Just before it was time to go we took the balloons we had gotten and attached one of our son’s notes that read, “Sorry GG that you died.”  Our son let them go and we said good bye as the balloons floated away.  On our way home we had some hot chocolate to warm our insides, as it was a chilly day.  On the drive home I asked our son if it was good to say goodbye to GG, “Yes Mom,” he said in his sad voice, and then he proceeded to ask if he could watch a movie when we got home.
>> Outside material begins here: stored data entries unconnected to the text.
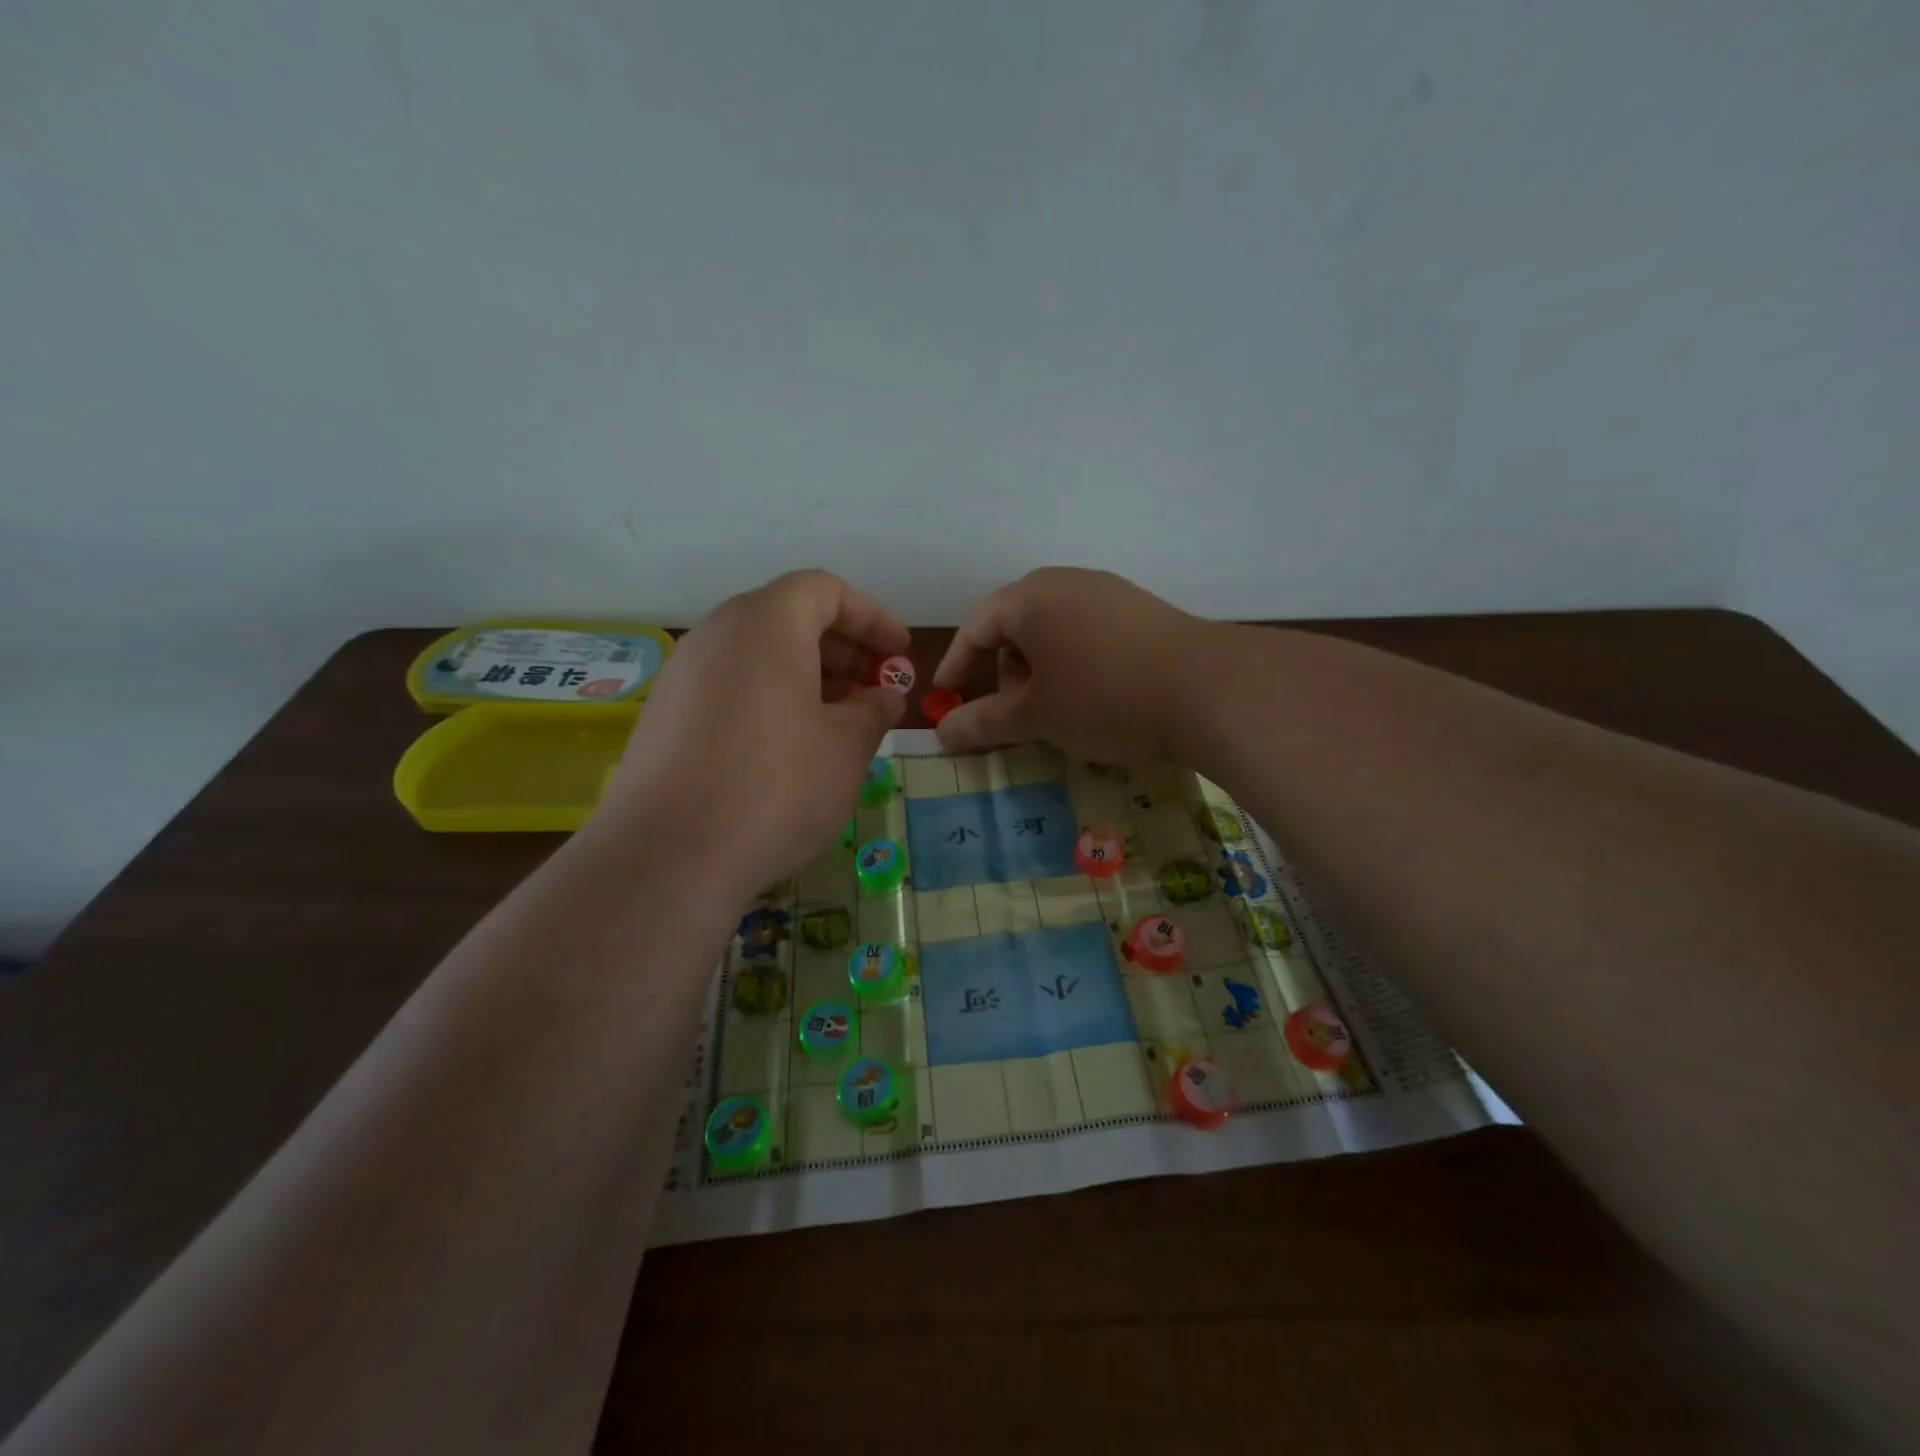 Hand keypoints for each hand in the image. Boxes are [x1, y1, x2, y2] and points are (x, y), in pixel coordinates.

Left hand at [597, 570, 909, 898]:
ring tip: (839, 721)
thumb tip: (883, 696)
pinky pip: (731, 685)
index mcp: (766, 623)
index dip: (872, 617)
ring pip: (758, 654)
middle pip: (789, 617)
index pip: (825, 590)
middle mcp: (718, 634)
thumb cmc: (776, 787)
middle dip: (842, 648)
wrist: (668, 857)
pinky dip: (770, 698)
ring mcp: (684, 674)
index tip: (900, 654)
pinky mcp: (665, 715)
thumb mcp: (847, 747)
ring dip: (807, 675)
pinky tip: (790, 746)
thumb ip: (874, 709)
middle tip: (874, 689)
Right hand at [931, 568, 1219, 763]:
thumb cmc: (1103, 698)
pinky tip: (1099, 695)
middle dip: (1005, 672)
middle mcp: (1065, 582)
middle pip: (1015, 625)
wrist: (1209, 690)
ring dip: (1042, 670)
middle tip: (1017, 713)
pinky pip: (1089, 632)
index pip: (975, 627)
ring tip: (1060, 710)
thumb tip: (942, 732)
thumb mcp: (1036, 717)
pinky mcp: (1140, 608)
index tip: (946, 699)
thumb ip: (984, 722)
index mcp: (1029, 598)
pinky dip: (1076, 662)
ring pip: (1054, 629)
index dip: (955, 666)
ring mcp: (1108, 591)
Everyone grieves differently and children are no different.  Early lessons in death are sometimes the hardest ones for children to grasp, but I feel we did right by GG and our family.  When it comes to death, it is easy to take ourselves very seriously, but I am grateful for children who have a wonderful way of lightening even the darkest moments with laughter.  Whether it’s questions of zombies, why robots are helping Grandma breath, or them wondering why you can’t see someone at their grave site; their innocence can keep us from getting to caught up in the traditions of saying goodbye while forgetting to actually say goodbye.

So with that I say goodbye and au revoir GG, we love you and are missing you!

2 responses

  1. Beautiful Post.

    Like

    November 16, 2011 at 3:06 pm

  2. Andree

    Thanks for sharing. I am happy that the 4 of you had your own little ceremony.
    Wherever she is (& I agree, she is not a zombie) I’m certain she appreciated your final gestures.
    She loved us all immensely and we were lucky to have her around for as long as we did. But now we must continue to live our lives, the way she would have wanted us to. I’ll carry her in my heart forever.